### TASK GOAL
Using the records underneath, tally the lines where the word "Wheelhouse" appears and please give only the count.

### PROVIDED MATERIAL
Segment Open

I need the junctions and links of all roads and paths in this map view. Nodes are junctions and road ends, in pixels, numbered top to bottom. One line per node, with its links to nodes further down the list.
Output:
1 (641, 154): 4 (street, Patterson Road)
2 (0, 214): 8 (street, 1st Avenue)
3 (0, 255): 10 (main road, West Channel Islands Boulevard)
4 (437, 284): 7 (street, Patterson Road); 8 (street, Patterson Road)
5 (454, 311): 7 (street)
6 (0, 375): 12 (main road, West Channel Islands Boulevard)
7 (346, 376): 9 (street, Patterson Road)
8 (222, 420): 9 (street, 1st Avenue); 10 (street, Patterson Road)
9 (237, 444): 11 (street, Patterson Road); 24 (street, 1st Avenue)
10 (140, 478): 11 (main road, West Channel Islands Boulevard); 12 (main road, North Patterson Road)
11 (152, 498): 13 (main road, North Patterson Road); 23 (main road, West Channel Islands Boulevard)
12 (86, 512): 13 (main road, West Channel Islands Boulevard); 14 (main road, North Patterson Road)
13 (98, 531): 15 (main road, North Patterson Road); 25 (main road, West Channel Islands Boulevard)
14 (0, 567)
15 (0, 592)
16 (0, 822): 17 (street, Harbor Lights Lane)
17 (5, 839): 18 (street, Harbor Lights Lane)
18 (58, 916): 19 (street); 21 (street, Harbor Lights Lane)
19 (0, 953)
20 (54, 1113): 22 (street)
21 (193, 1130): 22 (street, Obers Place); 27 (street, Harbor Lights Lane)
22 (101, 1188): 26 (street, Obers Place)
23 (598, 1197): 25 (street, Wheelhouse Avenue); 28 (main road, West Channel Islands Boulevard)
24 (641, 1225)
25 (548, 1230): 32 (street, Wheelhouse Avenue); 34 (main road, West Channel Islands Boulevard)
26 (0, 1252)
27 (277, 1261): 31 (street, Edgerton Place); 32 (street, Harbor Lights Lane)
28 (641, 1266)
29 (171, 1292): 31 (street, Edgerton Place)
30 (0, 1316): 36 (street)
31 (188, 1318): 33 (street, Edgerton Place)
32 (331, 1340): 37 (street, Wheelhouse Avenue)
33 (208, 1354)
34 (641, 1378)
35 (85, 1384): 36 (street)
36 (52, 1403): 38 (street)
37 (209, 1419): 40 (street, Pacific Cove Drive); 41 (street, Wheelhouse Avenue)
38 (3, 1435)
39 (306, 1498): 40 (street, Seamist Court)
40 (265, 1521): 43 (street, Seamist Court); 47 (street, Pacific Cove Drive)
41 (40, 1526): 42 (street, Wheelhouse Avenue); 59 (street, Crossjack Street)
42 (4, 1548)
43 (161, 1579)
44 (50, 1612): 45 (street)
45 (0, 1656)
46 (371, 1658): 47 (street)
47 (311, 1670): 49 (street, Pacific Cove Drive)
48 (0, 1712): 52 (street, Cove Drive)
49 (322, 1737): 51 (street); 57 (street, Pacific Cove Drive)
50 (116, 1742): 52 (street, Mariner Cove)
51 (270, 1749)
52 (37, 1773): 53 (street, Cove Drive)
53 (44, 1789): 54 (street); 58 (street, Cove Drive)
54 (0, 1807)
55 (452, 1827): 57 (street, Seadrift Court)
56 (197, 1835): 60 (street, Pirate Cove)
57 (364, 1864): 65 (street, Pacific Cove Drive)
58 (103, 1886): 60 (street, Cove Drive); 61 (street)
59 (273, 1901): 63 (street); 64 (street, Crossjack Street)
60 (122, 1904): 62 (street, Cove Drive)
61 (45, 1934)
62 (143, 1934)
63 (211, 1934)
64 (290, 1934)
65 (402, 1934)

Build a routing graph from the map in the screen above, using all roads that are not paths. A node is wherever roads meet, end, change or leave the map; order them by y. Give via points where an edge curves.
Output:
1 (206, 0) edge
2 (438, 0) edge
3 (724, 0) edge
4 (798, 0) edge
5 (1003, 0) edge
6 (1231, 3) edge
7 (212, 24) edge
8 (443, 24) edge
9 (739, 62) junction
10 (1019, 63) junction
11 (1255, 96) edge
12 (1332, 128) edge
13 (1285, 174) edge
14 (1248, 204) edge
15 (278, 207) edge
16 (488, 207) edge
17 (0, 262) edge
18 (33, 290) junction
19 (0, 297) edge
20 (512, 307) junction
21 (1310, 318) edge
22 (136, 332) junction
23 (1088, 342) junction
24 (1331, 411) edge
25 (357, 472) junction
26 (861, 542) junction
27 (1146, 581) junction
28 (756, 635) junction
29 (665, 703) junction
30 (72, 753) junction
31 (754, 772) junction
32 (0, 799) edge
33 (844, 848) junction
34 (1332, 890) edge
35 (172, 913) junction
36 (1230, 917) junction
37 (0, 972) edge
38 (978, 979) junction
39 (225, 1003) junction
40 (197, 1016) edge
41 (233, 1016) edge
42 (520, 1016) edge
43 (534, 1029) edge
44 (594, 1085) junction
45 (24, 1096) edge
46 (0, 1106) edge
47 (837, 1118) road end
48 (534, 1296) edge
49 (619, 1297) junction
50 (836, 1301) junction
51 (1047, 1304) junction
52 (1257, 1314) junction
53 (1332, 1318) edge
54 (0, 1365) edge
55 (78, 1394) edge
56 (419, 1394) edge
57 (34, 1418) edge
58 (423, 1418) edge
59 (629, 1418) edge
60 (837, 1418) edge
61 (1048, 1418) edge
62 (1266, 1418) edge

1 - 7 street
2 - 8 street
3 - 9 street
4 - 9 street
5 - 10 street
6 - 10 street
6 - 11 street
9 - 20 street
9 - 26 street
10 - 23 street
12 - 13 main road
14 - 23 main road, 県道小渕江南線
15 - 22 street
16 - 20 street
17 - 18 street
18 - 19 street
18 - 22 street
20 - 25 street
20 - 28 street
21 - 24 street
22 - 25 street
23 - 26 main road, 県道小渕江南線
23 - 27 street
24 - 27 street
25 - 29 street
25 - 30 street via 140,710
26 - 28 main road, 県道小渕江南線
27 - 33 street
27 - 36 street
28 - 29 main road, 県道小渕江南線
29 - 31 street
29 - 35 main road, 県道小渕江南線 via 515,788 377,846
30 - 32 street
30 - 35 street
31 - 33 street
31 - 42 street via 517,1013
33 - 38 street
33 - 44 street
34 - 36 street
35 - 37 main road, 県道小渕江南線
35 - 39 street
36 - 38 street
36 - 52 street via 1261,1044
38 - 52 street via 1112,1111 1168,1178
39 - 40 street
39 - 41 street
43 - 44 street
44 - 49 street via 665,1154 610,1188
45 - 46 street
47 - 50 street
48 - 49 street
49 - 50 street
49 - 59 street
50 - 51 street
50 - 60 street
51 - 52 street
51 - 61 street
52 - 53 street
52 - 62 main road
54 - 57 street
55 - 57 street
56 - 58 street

Segment Closed

### OUTPUT BELOW
5